On 20 September, Ferdinand found himself opposed by a French force drawn up near Valmy. There were nearly 60,000 of them, partly regulars from the Armée du Rhin under Kellermann, partly volunteers from the Armée du Nord under Dumouriez. The regulars put up an impressive front and they were superbly supported by their gunners. When the Prussian army had suffered 184 casualties from artillery fire, Ferdinand declared the French position impregnable and set out to evacuate France. He was not pursued and took even longer in retreating to Longwy than he had spent in advancing from that place.

On paper the Prussian army had a strength of more than a quarter of a million men. Not all of these could be found in practice and after deducting some garrisons, the field force available amounted to 175,000, to which could be added 20,000 Saxons, that country having been overawed into concluding an alliance with her large northern neighbour. If ten years of ignominious neutrality had hurt the pride of her officer corps, it had not persuaded them to modernize their army to cope with the new conditions of war. As befitted the heir to the victorious traditions of Frederick the Great it was magnificently fitted to fight the wars of the mid-eighteenth century.

No other army kept its ranks so straight, manoeuvred in so precise (or so slow) a fashion and fired such impressive (or such inaccurate) volleys. Learning from its experience in the War of Bavarian Succession, it had equipped itself with so elaborate a supply train that it regarded a day’s march as being exceptionally satisfactory if 20 kilometres could be covered, a fifth less than any other major army. True to the eighteenth-century tradition it was largely composed of mercenaries  at least 80,000 of its men were not Prussian nationals. Its commanders too were men of the Seven Years’ War. The nominal head was Prince Ferdinand of Brunswick, nephew to Frederick the Great, who had seen action at Valmy. His chief subordinates, Prince Frederick of Hohenlohe-Ingelfingen and General von Ruchel. The King’s chief military adviser, von Mollendorf, was 70, while Frederick William himself, who presided at the Councils of War, was only 36 but had all the indecision of a dotard.

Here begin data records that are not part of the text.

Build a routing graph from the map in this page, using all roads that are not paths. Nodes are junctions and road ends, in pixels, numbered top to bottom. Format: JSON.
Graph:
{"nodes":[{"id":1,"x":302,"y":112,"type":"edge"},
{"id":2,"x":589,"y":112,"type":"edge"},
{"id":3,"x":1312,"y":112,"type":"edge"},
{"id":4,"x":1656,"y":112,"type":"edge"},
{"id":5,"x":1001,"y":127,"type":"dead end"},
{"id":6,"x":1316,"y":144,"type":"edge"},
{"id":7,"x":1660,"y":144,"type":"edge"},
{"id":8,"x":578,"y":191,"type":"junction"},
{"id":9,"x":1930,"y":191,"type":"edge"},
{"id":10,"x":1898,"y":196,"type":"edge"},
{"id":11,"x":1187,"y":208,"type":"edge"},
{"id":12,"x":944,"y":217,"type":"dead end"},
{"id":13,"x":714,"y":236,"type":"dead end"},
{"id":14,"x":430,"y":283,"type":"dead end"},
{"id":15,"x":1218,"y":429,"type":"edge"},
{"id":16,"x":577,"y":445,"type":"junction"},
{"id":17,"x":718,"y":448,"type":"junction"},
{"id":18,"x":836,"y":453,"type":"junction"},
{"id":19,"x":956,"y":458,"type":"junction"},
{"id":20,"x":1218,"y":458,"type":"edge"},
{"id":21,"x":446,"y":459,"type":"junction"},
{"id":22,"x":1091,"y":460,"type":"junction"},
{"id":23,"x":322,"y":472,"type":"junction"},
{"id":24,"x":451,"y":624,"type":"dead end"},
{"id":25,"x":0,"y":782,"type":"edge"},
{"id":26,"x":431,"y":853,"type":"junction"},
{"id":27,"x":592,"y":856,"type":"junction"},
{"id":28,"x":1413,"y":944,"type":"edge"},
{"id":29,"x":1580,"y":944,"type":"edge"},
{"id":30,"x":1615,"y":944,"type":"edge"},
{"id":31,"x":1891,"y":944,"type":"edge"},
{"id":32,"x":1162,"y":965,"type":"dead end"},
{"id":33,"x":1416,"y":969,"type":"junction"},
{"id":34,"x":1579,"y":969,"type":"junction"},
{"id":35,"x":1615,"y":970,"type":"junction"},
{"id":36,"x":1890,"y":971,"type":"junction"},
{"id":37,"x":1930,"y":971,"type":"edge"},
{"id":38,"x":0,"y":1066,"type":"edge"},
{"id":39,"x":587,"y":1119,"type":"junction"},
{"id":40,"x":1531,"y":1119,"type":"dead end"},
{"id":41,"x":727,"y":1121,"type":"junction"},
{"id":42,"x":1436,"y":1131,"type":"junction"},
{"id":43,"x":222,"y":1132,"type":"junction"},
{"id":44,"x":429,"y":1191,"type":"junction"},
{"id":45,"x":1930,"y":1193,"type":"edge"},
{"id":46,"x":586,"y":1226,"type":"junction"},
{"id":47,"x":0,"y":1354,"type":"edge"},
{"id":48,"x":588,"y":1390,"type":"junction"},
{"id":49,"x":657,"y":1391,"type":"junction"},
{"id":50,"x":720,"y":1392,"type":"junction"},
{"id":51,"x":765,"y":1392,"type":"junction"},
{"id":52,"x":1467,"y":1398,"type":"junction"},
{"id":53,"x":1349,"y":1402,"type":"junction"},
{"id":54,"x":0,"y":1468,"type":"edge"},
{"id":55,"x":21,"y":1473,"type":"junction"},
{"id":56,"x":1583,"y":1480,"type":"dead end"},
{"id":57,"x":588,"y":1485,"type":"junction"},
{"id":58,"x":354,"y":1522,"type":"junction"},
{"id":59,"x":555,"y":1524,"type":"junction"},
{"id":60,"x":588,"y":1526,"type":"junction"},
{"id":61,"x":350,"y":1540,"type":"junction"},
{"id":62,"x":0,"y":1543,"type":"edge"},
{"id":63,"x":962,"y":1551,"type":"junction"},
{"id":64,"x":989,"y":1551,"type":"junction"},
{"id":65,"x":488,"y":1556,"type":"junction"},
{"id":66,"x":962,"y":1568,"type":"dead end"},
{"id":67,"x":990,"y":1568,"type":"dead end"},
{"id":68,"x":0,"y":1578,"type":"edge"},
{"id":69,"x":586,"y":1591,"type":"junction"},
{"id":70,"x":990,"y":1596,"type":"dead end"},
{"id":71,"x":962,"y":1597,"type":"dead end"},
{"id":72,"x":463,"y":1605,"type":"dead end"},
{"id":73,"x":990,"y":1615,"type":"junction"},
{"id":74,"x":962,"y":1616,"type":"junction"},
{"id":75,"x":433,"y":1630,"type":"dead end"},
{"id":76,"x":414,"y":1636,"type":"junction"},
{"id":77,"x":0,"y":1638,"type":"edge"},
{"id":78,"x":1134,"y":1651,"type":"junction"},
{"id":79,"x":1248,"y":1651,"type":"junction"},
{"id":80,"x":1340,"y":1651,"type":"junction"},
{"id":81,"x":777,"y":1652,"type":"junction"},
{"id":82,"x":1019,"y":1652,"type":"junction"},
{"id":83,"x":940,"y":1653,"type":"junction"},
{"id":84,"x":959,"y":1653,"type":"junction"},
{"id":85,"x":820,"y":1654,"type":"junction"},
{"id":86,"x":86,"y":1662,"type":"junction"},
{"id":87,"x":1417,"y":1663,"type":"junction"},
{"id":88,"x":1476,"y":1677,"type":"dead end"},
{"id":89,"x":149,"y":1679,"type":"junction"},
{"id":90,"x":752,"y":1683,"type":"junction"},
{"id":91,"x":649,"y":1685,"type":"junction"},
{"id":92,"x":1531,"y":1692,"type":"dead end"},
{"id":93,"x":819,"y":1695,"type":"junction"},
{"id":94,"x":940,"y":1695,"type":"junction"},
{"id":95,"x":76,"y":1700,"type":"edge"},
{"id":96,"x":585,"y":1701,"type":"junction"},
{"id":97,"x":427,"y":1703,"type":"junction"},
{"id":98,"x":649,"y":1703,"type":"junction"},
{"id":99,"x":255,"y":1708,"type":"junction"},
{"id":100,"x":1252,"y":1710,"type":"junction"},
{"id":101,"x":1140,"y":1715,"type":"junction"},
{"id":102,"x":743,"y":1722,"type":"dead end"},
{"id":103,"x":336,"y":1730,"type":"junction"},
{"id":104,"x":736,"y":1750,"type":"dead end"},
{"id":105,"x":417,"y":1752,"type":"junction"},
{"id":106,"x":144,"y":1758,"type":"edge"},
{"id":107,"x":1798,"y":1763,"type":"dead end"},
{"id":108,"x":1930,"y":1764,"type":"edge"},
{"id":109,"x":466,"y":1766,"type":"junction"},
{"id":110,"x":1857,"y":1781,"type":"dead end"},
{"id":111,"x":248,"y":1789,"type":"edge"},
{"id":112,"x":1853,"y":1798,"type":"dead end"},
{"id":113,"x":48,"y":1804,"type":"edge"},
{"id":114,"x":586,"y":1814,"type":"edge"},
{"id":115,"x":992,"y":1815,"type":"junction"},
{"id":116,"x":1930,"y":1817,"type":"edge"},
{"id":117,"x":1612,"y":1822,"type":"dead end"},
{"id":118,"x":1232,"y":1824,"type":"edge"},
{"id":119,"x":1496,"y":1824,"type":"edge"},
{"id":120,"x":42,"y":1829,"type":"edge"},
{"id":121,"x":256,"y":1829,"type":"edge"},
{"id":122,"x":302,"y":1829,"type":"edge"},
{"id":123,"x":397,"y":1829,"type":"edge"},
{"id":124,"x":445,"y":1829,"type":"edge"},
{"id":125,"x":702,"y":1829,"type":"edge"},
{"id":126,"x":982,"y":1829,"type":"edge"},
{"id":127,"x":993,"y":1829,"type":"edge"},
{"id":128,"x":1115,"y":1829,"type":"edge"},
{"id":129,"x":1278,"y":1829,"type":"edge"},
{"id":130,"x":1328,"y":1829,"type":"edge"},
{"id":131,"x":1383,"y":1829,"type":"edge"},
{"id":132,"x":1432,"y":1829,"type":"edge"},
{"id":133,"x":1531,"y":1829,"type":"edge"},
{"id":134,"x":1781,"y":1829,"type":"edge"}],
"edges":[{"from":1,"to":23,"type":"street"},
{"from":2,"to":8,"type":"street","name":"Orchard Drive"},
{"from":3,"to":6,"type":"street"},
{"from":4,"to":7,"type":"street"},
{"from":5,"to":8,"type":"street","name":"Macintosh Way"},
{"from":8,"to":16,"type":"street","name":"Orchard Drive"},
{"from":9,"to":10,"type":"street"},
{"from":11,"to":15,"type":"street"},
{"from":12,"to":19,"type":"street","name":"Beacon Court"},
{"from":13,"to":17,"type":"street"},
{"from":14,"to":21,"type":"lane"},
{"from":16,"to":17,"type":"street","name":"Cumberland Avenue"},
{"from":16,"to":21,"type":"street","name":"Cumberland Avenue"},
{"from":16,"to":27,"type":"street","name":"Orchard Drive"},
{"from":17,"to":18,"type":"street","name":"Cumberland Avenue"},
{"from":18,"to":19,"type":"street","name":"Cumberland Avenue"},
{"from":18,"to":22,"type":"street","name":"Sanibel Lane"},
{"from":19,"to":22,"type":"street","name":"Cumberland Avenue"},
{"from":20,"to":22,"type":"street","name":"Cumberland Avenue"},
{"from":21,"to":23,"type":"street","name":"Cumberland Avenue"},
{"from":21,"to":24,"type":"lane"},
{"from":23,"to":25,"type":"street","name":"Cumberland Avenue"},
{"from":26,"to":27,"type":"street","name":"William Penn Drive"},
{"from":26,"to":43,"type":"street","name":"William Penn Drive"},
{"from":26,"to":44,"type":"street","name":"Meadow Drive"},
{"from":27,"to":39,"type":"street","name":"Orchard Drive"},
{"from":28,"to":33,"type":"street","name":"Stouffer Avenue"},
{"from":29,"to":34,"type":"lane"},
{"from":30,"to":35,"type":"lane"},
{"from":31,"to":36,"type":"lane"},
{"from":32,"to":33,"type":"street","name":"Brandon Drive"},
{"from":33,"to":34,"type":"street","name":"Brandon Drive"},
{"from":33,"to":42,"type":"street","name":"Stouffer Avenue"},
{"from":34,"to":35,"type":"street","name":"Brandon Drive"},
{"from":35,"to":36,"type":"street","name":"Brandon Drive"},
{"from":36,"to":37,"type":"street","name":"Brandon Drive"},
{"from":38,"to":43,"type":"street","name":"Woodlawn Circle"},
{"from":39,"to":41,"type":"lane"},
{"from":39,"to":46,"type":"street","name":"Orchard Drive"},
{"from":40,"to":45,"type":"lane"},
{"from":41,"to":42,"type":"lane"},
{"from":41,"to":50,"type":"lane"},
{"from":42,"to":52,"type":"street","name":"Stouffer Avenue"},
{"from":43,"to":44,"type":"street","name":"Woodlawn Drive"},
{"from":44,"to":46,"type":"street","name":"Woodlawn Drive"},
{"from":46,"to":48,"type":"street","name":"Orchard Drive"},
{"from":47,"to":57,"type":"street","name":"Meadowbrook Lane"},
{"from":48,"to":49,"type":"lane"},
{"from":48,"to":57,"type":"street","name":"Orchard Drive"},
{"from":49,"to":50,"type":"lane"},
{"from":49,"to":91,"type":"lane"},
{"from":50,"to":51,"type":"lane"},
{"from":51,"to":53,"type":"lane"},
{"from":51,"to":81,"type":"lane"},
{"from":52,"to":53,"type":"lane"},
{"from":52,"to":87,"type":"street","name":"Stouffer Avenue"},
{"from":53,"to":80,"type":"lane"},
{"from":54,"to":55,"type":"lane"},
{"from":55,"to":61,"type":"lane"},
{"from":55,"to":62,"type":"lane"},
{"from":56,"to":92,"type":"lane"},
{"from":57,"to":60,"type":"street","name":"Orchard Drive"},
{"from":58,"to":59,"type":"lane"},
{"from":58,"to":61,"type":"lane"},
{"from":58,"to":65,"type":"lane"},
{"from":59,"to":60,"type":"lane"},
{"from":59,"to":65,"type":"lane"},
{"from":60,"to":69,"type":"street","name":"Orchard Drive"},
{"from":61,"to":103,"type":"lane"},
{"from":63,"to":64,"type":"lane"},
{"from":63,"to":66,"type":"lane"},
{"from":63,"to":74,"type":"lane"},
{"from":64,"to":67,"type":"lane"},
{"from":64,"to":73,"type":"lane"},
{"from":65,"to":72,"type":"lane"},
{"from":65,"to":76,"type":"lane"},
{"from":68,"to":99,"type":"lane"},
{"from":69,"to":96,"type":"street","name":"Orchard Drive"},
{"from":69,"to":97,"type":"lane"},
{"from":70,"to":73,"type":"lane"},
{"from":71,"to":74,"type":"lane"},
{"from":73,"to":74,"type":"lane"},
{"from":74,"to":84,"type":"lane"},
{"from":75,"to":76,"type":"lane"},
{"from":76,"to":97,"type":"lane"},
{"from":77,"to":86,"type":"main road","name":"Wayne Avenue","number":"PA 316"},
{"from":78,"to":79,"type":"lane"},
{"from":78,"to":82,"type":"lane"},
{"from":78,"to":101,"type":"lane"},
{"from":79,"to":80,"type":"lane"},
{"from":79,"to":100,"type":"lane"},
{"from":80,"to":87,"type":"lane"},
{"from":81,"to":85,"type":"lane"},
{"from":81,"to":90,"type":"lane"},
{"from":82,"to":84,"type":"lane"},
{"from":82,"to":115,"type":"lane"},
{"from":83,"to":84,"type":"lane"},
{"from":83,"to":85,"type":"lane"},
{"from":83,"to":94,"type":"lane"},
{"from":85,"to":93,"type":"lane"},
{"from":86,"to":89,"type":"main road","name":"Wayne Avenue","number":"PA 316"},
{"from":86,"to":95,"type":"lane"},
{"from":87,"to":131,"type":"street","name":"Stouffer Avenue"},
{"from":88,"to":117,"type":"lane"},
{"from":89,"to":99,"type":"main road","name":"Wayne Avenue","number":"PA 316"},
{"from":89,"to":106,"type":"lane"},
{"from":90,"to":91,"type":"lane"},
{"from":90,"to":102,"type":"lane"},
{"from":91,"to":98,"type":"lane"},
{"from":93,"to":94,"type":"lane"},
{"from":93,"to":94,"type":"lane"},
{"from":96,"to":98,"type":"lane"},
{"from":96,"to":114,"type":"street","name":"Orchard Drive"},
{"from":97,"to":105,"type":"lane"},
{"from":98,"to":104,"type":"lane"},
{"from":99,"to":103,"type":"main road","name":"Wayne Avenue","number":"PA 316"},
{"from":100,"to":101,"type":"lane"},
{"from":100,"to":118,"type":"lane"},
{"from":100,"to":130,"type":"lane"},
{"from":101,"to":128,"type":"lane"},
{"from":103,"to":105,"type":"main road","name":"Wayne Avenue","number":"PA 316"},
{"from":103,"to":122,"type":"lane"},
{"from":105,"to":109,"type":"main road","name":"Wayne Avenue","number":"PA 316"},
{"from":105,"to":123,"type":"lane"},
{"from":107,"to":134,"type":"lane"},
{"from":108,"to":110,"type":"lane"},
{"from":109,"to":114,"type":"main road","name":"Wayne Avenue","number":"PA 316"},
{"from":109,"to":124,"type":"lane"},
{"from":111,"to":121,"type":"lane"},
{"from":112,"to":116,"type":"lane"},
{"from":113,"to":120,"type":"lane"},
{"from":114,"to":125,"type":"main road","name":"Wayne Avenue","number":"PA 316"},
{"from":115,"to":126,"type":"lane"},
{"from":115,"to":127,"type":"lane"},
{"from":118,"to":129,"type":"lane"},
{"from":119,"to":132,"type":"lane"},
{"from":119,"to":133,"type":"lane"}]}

Like many of the armies that faced the French, the Prussian army was composed of men thrown into the service and held in check by the fear induced through the power of fierce discipline, symbolized by the frequent use of the lash. The French conscript army also used fierce discipline—but it was not based on coercion by terror. Most of the other recruits to the Prussian army were foreigners, as the home population was deemed more useful tilling the land, working and paying the taxes that would enable the princes to raise such armies. In 1742, Frederick the Great decided that as a general rule, two-thirds of infantry battalions should be composed of foreigners, the remaining third being Prussians. As a result, most battalions were filled with deserters from foreign armies, prisoners of war, criminals and vagabonds, recruited through cunning, violence and the lure of gold. Only savage discipline could hold this heterogeneous mass of soldiers together, without which they would promptly desert. Indeed, desertion was the main concern of military leaders: Frederick II began his General Principles on the Conduct of War, written between 1748 and 1756, with fourteen rules to avoid desertion; tactical and strategic considerations often had to be subordinated to the need to prevent it. As a result, troops were formed in tight lines, scouting patrols were rarely used, and chasing a defeated enemy army was extremely difficult. Marching, let alone attacking by night, or establishing camps close to forests had to be avoided. Soldiers were ordered to watch over their comrades for potential deserters, in times of peace as at war. Even civilians faced heavy penalties for failing to detain deserters and hand them in to the army.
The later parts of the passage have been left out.